[Stored items]
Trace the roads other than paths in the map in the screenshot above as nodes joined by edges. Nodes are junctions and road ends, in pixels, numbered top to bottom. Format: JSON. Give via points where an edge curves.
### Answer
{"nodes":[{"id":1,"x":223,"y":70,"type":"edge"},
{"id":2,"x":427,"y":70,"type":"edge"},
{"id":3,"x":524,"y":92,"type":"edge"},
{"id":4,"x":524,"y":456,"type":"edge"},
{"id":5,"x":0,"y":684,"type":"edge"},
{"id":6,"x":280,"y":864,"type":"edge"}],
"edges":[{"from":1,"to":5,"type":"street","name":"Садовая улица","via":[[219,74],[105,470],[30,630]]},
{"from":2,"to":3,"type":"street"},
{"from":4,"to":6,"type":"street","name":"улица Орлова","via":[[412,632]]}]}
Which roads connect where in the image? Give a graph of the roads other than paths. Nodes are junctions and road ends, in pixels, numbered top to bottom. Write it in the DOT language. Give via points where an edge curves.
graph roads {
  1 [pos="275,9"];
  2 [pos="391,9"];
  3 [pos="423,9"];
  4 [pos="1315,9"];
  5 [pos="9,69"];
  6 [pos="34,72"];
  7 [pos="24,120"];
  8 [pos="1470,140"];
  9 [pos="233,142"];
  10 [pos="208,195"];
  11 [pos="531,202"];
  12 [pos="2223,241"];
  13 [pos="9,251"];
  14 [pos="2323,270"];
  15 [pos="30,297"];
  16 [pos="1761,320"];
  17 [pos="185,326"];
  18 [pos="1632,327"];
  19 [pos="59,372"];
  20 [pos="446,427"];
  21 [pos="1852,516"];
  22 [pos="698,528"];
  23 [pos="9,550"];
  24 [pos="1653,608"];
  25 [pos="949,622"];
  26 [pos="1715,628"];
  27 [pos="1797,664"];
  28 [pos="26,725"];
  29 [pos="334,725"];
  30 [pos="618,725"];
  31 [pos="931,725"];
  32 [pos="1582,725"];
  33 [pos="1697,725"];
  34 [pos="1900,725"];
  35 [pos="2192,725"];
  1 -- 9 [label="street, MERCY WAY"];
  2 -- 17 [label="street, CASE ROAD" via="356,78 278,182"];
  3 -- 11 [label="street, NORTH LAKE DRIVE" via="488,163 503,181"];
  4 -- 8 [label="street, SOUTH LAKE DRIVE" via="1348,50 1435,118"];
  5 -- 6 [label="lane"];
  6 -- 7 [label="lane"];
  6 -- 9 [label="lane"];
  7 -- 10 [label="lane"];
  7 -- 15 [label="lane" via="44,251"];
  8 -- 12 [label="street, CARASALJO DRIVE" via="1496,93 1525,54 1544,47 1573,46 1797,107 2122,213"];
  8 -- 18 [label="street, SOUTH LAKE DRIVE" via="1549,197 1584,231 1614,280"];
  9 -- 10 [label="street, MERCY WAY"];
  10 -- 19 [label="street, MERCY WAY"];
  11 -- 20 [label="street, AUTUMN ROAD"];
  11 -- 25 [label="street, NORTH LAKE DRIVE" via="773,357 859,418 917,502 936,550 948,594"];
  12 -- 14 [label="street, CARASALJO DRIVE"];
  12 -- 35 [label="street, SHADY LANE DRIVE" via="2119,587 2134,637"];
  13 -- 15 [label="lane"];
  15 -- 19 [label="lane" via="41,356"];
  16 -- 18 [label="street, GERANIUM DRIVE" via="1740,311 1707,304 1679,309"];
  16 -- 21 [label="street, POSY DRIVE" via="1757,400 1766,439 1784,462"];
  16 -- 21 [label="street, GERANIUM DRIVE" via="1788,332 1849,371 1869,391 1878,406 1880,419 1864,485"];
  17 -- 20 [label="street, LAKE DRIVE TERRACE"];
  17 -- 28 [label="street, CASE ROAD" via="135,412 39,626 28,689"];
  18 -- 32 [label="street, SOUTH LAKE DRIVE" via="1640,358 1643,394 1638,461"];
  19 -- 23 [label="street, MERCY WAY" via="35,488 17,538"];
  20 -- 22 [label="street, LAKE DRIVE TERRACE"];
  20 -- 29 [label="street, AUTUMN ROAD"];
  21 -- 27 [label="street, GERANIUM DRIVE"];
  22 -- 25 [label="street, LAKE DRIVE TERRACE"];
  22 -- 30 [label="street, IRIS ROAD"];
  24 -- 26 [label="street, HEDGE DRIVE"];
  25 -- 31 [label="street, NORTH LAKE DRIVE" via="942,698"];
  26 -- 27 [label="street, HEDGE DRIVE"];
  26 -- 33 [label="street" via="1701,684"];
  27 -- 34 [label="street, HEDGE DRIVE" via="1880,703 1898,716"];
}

WHAT IS NEEDED:
Copy the lines of the entries above that mention "улица".

EXERCISE OUTPUT:
"edges":[{"from":1,"to":5,"type":"street","name":"Садовая улица","via":[[219,74],[105,470],[30,630]]},
{"from":4,"to":6,"type":"street","name":"улица Орлова","via":[[412,632]]}]}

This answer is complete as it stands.